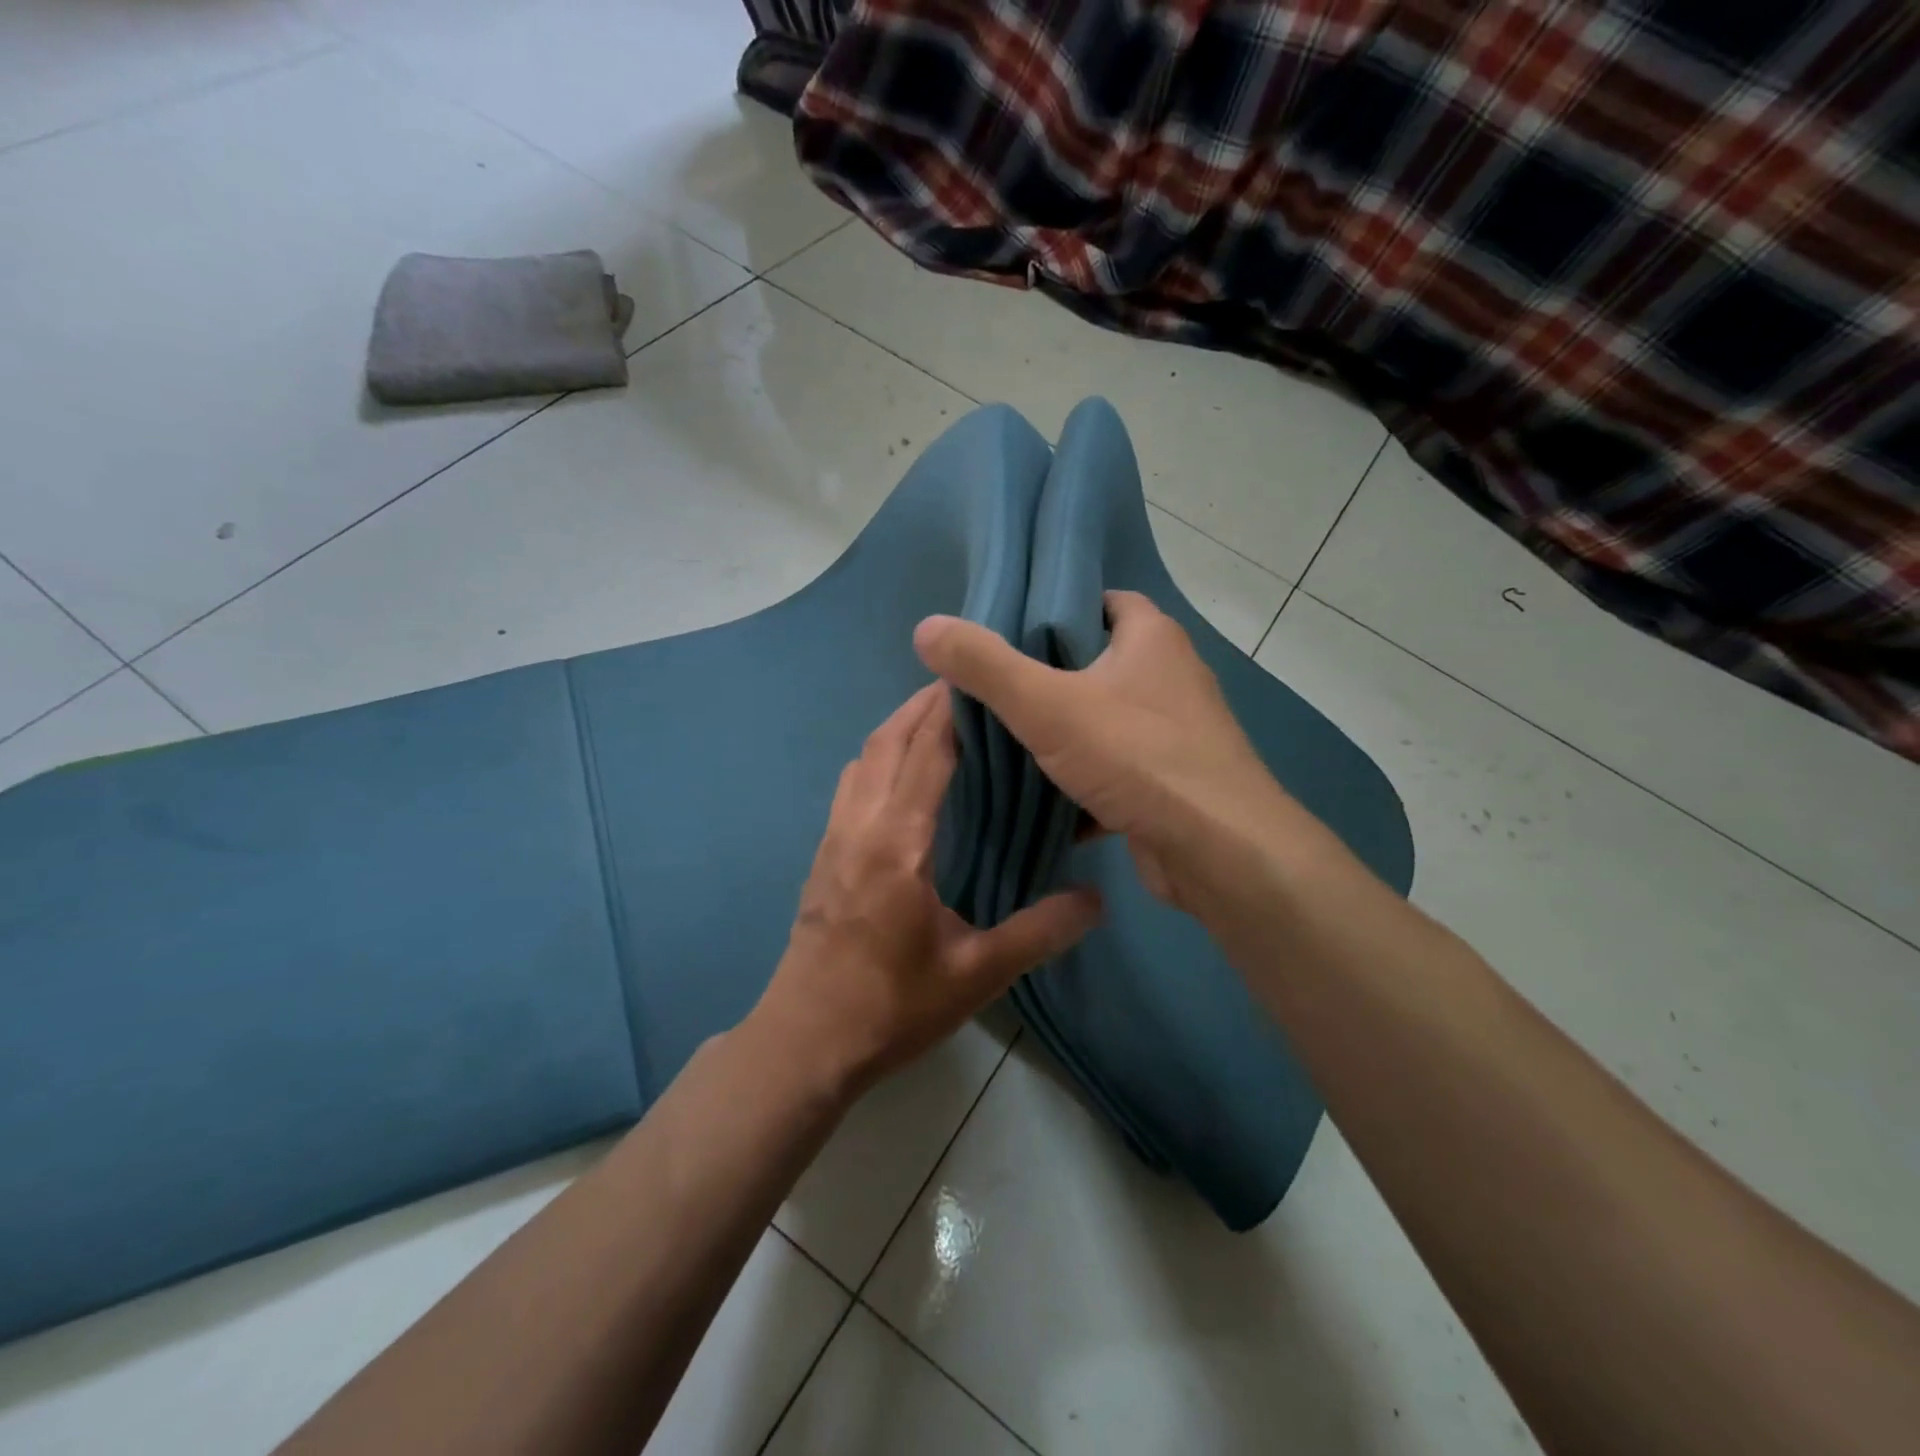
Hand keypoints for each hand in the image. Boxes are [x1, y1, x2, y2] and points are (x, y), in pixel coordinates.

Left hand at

---

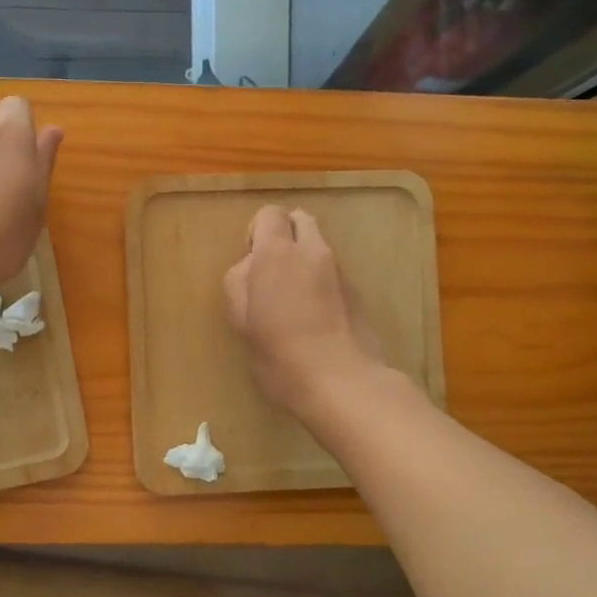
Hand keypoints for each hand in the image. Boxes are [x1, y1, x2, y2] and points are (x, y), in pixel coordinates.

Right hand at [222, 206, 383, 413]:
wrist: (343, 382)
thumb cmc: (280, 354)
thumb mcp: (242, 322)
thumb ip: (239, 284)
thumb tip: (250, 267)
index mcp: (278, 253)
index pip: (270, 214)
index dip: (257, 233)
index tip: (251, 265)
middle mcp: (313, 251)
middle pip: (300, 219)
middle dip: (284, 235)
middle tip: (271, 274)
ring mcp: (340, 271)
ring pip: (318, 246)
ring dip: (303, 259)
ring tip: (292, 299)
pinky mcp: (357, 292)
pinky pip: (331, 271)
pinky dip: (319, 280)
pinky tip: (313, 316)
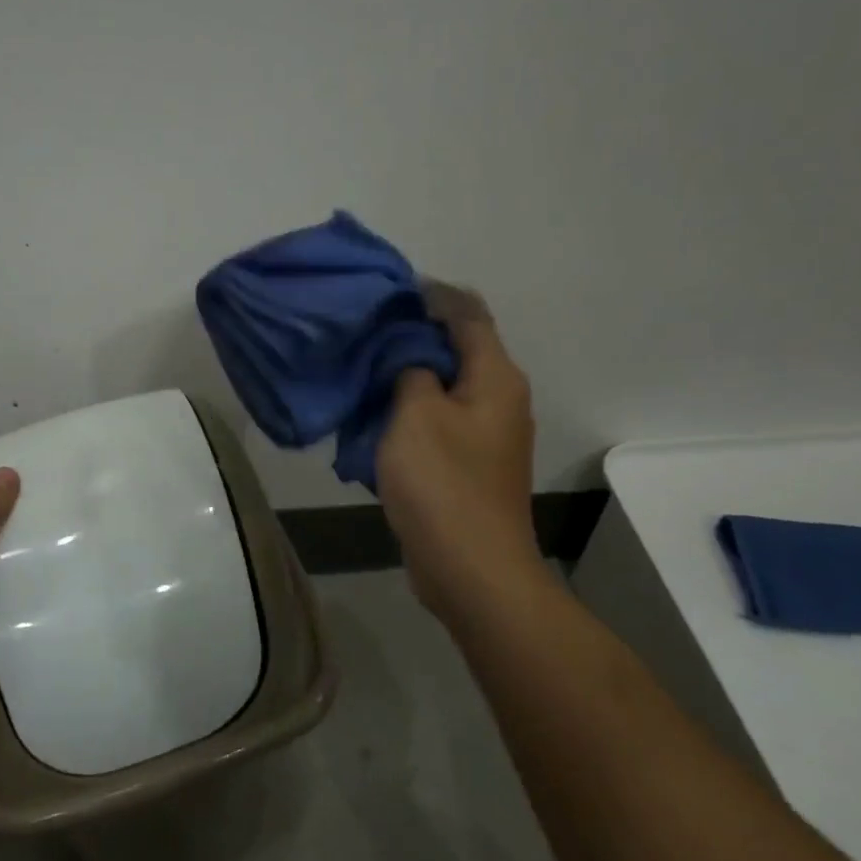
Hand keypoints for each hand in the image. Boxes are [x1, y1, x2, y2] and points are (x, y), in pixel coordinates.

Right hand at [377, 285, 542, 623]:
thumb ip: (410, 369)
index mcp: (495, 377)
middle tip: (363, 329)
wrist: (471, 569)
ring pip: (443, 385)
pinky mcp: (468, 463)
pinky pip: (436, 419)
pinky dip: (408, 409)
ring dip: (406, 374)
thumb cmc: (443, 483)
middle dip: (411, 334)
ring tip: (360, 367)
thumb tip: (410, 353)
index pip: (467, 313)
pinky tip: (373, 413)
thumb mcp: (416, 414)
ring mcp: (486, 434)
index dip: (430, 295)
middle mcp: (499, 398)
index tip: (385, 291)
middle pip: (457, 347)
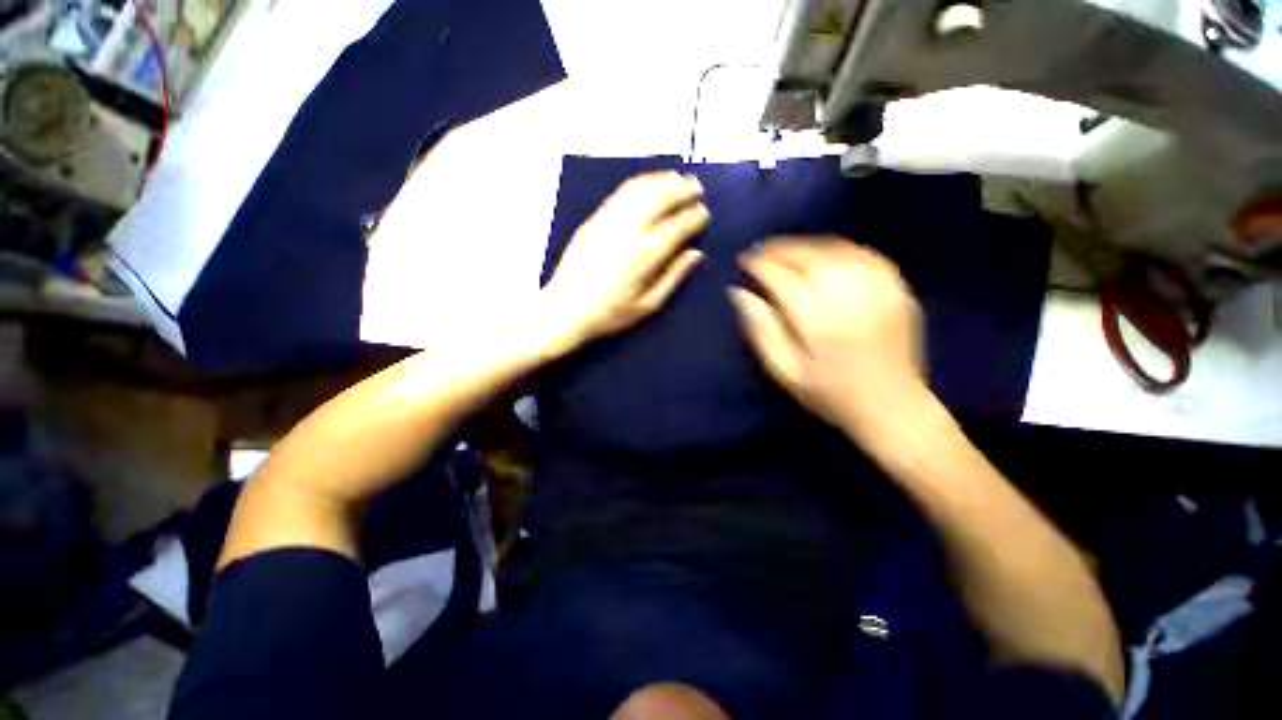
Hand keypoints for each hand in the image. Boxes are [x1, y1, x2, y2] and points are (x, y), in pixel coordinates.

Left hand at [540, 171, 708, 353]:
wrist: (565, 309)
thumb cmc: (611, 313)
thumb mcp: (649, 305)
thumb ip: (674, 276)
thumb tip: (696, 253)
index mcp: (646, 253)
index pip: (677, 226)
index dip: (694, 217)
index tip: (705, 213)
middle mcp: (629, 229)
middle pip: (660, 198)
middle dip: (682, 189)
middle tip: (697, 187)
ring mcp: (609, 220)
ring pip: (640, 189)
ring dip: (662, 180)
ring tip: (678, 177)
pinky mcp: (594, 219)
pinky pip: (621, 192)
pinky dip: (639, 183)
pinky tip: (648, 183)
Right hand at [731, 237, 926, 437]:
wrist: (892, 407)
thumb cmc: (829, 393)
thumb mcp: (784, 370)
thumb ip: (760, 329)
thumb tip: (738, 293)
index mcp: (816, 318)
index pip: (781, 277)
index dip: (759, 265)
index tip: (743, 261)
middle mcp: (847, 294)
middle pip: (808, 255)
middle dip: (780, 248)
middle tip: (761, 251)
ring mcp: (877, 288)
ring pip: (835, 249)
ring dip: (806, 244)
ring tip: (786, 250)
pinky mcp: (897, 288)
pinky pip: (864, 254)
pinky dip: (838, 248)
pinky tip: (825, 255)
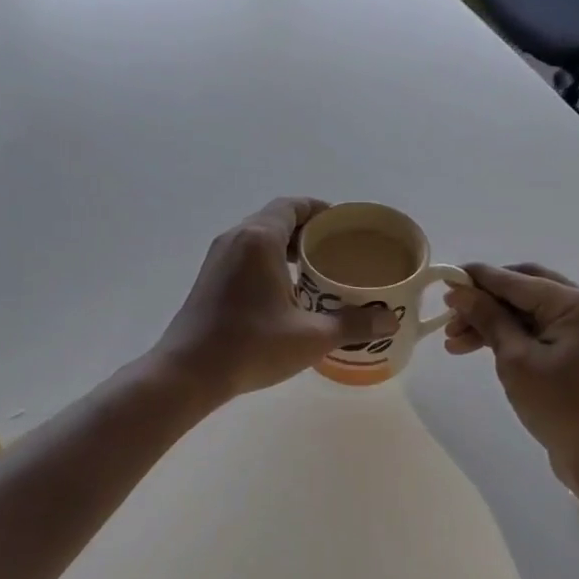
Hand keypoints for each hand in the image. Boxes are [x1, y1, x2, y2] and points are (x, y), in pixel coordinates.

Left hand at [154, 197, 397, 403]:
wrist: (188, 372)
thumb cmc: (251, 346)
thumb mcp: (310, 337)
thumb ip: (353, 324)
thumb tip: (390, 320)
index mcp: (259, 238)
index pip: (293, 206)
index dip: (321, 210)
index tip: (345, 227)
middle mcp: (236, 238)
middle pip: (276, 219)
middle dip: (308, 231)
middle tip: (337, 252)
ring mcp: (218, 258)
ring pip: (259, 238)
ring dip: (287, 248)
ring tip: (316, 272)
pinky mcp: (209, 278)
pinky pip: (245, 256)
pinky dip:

==

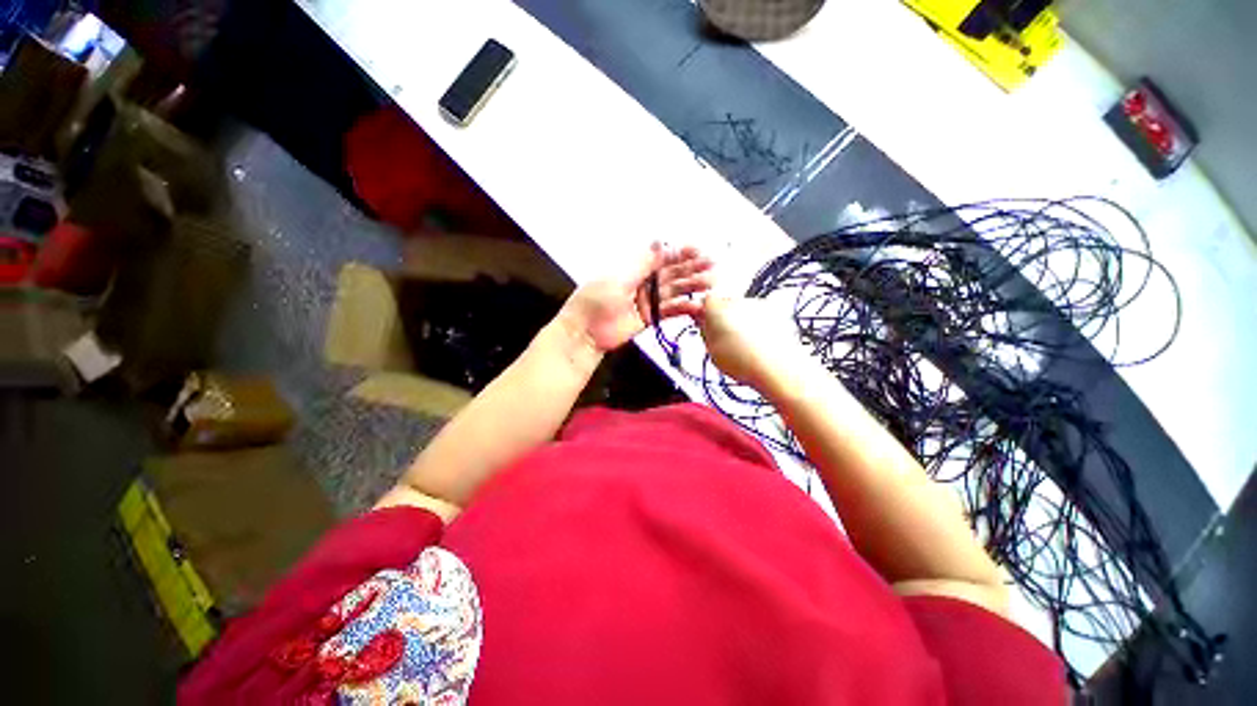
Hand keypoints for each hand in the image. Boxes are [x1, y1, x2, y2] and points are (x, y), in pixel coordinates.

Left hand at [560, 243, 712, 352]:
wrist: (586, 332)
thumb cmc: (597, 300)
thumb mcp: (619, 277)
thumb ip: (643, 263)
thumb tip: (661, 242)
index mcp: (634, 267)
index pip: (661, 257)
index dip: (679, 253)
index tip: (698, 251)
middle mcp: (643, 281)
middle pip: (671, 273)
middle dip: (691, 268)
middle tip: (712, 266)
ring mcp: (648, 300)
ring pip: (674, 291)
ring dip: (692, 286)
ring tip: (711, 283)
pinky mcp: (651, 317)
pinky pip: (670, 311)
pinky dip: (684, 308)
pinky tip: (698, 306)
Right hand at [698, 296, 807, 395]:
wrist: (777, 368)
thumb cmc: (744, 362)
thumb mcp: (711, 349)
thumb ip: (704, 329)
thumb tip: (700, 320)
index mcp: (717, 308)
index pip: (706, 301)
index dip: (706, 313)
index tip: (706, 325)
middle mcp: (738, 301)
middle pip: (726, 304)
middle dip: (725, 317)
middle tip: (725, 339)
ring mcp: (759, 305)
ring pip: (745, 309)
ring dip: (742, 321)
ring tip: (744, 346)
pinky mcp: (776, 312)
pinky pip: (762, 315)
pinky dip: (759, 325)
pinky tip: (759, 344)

• What is needed
From the records above, transcribe exactly the run of lines that opens with the line holding "middle tip: (712, 266)" and closes with the line holding "pinky tip: (759, 344)", both included.

• Problem solution
middle tip: (712, 266)
ring mcp: (648, 300)
ring pip: (674, 291)
ring dip: (692, 286)
ring tip: (711, 283)
pinky mcp: (651, 317)
pinky pip: (670, 311)
pinky dip: (684, 308)
pinky tip: (698, 306)
Right hand at [698, 296, 807, 395]:
wrist: (777, 368)
thumb cmc: (744, 362)
thumb mcp: (711, 349)
thumb ip: (704, 329)
thumb tip: (700, 320)
index mcp: (717, 308)
index pip: (706, 301)
index dip: (706, 313)
index tip: (706, 325)
middle mcp: (738, 301)
middle pip: (726, 304)
middle dip: (725, 317)
middle tip: (725, 339)
ring mcp: (759, 305)
ring pip: (745, 309)
ring dip: (742, 321)
ring tip: (744, 346)
pinky mcp: (776, 312)
pinky pip: (762, 315)
pinky dip: (759, 325)
pinky tip: (759, 344)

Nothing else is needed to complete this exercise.